[What you are asked to do]:
For each line below that contains the word "ซอยค", return that line.

*** Opening of Available records ***

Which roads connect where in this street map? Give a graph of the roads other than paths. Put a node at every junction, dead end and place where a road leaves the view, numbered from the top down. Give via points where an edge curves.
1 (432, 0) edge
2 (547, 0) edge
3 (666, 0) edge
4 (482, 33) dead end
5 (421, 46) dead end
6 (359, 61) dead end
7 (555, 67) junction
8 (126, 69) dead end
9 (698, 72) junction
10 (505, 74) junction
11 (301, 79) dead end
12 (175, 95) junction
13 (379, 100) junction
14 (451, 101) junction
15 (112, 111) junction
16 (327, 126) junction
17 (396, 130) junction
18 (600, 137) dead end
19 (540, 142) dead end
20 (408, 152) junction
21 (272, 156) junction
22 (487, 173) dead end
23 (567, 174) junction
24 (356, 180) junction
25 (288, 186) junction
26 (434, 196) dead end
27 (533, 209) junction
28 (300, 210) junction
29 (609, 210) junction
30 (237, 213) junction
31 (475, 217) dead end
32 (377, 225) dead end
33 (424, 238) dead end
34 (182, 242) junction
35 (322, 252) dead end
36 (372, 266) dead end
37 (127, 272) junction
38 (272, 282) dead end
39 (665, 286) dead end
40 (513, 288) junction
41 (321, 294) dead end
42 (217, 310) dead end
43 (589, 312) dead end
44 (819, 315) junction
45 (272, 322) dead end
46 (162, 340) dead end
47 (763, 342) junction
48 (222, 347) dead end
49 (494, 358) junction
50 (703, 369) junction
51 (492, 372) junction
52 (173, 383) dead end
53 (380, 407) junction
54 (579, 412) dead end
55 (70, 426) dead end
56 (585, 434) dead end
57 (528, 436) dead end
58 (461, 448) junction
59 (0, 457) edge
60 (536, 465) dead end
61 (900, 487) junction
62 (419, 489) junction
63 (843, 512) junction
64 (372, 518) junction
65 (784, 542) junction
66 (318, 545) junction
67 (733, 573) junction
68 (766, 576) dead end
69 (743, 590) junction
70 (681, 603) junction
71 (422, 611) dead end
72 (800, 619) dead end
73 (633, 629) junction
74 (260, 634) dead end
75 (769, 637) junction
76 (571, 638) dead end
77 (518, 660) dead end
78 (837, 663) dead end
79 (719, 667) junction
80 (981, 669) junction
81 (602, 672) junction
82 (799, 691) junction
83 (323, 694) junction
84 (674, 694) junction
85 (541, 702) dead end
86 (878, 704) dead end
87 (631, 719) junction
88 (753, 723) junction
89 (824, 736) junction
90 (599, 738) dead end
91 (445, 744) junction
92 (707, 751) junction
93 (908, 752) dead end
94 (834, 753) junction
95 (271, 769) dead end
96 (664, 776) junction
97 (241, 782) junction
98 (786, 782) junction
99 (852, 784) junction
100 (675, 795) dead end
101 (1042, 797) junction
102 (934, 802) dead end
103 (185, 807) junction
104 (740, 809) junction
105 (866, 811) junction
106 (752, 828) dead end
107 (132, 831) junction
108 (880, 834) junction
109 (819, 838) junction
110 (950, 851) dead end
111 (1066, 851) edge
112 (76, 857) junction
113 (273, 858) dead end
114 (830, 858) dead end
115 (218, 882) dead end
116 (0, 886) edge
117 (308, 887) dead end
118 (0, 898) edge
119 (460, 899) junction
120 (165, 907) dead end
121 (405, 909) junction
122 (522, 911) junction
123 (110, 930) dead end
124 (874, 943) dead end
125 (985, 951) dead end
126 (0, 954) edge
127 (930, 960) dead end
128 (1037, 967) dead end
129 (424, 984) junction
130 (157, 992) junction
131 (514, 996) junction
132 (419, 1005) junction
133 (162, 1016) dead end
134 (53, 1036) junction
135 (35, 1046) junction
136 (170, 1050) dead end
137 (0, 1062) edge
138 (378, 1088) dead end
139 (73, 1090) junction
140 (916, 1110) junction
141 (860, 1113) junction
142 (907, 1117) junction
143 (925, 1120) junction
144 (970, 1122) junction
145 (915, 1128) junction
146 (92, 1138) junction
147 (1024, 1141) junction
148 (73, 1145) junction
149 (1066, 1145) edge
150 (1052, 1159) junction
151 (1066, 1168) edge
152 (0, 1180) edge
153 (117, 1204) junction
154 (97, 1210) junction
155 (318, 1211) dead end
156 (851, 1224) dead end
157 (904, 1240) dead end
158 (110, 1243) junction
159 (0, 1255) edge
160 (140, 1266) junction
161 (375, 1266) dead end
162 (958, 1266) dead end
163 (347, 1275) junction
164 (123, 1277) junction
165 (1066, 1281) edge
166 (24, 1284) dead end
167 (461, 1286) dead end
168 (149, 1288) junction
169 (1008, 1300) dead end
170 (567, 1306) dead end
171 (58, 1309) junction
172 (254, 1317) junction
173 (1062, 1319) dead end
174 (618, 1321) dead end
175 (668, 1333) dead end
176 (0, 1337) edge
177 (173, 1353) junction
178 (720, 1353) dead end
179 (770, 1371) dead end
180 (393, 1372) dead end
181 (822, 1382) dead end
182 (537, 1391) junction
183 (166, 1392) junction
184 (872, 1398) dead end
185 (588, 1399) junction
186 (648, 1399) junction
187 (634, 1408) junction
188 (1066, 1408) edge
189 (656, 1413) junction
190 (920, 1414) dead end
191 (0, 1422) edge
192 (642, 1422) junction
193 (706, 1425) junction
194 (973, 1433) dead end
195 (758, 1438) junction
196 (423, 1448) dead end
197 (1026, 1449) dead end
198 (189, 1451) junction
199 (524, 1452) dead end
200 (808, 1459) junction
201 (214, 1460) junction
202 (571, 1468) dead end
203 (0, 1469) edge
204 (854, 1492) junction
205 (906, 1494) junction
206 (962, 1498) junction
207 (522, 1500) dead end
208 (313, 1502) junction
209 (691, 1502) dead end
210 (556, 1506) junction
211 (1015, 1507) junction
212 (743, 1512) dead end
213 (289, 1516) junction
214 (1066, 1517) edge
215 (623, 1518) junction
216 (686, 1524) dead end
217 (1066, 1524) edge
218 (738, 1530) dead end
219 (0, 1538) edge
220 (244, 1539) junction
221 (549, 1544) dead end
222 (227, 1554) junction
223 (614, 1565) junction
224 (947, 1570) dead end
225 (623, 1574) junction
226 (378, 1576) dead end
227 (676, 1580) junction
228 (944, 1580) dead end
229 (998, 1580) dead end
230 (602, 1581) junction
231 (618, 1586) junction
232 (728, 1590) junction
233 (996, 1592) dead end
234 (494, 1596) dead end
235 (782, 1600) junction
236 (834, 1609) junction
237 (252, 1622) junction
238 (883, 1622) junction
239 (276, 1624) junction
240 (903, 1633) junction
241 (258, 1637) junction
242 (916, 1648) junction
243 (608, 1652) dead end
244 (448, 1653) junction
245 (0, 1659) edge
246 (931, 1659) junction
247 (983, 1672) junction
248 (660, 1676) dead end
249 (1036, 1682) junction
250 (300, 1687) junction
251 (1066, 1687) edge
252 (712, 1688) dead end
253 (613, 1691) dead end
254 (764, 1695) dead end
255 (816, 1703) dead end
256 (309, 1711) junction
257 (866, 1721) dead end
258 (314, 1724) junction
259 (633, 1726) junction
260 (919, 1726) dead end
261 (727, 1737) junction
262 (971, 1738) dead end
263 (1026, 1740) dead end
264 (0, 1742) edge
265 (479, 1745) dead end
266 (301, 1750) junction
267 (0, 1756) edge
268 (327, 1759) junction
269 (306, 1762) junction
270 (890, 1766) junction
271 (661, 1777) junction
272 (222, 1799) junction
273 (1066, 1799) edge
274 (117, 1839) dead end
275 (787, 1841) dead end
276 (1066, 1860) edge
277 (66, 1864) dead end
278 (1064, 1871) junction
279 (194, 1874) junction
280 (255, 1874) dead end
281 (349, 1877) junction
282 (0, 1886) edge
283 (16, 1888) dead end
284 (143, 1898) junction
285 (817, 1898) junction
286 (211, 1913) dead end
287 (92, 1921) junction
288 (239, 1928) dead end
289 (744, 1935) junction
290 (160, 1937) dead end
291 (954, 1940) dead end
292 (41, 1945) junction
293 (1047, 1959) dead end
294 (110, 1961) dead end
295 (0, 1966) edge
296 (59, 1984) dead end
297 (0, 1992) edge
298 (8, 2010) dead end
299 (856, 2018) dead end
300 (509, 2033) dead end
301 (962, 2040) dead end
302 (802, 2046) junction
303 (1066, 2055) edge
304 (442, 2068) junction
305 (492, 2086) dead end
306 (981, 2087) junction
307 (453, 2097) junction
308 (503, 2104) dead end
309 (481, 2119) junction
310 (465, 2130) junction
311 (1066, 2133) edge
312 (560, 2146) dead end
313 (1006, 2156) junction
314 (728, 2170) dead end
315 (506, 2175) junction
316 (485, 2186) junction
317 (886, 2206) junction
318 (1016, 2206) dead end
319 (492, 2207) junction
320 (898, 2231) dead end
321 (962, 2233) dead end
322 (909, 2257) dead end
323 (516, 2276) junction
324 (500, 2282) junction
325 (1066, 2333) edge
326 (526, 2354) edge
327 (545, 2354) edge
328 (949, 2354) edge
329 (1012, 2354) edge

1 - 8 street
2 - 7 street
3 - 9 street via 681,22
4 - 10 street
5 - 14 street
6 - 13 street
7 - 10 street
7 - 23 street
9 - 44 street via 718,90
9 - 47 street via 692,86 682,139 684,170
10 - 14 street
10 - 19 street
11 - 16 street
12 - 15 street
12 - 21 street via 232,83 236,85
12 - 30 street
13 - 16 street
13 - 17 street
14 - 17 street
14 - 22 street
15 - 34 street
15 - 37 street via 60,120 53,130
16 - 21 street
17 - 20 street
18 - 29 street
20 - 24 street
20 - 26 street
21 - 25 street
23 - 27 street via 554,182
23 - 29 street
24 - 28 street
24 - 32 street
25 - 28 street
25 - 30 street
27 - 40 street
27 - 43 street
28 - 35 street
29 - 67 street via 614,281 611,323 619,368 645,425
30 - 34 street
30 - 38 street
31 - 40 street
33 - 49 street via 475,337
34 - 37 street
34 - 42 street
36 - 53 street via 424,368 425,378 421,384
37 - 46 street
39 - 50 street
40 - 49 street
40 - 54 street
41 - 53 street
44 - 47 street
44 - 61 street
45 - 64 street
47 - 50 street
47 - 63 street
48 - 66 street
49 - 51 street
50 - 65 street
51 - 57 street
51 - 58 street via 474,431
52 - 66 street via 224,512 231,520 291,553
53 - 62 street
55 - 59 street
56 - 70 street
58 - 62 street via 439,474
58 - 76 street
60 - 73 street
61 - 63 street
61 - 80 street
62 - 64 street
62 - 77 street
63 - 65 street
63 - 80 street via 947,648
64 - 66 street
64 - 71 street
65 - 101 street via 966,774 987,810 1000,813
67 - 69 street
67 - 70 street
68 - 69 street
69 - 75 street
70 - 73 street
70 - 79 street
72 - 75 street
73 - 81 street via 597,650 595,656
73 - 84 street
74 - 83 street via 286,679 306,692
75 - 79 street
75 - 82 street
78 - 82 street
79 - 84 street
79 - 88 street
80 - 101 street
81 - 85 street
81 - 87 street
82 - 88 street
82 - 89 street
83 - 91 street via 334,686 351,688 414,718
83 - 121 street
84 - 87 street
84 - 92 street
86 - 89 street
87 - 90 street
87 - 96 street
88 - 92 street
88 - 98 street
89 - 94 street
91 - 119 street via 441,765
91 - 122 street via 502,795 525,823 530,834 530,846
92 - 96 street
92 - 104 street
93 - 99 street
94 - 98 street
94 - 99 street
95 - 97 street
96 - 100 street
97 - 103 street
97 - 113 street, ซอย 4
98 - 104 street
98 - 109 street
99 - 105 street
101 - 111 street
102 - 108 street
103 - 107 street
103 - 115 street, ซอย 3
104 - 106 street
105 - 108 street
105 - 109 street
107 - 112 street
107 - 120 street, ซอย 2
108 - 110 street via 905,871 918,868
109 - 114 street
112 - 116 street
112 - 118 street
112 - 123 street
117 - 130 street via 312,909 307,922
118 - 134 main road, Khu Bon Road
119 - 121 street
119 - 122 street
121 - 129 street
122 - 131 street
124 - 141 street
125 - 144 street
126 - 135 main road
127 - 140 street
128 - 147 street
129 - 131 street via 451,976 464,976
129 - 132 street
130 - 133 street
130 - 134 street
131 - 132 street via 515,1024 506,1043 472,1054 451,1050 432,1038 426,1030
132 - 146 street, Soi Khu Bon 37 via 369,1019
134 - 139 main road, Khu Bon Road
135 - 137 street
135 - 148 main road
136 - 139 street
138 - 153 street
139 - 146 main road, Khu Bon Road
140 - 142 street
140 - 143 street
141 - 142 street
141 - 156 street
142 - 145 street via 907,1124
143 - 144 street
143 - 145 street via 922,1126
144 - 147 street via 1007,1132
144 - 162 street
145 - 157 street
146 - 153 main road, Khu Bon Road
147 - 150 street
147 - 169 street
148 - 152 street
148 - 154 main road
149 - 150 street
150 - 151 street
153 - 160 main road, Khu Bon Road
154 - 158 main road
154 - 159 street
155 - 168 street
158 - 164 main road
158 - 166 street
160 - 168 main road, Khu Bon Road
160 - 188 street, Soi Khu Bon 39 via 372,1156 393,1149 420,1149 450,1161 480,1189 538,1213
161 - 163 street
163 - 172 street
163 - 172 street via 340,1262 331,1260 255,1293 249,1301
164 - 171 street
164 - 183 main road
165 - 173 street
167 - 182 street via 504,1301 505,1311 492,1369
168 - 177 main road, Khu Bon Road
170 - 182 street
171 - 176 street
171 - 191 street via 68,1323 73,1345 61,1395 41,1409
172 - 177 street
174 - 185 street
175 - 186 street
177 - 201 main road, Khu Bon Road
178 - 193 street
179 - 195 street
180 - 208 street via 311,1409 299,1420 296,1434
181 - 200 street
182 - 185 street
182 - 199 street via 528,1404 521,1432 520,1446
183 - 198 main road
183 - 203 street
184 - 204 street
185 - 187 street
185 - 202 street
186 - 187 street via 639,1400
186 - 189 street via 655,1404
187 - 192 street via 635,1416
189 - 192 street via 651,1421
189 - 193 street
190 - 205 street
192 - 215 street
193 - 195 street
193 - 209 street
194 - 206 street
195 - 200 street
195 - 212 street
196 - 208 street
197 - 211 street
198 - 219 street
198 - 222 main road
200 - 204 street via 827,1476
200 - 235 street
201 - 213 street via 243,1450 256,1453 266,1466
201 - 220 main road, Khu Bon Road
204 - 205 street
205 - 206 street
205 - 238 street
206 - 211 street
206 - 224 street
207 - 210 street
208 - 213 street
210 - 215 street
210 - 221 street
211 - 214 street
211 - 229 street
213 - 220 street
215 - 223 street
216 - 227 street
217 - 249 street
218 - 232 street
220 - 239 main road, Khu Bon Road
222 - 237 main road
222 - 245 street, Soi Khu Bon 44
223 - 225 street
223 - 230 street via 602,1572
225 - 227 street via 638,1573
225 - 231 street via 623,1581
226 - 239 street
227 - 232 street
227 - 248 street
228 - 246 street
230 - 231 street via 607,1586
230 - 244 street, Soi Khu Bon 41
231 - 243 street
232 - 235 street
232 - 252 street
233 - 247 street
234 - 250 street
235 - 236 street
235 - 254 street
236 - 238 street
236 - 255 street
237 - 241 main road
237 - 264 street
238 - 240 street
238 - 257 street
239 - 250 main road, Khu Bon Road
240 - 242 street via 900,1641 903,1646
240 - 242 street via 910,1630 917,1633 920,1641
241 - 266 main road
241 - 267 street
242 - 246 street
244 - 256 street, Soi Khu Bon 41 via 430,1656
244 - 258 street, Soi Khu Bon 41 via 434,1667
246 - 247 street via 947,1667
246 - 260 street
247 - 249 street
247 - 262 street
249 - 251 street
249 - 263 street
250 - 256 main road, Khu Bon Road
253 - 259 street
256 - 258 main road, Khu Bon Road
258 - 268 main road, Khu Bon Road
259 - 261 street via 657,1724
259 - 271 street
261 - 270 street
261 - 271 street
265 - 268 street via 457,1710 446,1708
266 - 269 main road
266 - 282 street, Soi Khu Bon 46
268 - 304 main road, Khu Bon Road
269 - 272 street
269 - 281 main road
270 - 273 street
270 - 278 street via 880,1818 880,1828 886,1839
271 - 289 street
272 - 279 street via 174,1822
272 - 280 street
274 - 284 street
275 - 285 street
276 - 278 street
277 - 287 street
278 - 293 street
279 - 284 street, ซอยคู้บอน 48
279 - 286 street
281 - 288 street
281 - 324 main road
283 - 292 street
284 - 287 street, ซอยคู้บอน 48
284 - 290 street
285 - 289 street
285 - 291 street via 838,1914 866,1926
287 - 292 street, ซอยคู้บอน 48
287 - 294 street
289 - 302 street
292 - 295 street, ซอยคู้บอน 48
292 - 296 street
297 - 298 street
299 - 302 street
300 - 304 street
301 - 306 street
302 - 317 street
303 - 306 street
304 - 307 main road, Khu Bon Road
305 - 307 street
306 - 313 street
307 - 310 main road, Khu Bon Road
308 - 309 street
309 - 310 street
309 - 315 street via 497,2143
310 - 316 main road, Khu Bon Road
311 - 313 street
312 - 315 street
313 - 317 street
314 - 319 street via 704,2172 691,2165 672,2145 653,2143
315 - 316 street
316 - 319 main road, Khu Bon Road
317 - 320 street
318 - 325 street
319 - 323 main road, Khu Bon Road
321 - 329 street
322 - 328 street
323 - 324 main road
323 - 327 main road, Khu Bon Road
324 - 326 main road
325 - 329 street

*** Close of Available records ***

[Result below]:
279 - 284 street, ซอยคู้บอน 48
284 - 287 street, ซอยคู้บอน 48
287 - 292 street, ซอยคู้บอน 48
292 - 295 street, ซอยคู้บอน 48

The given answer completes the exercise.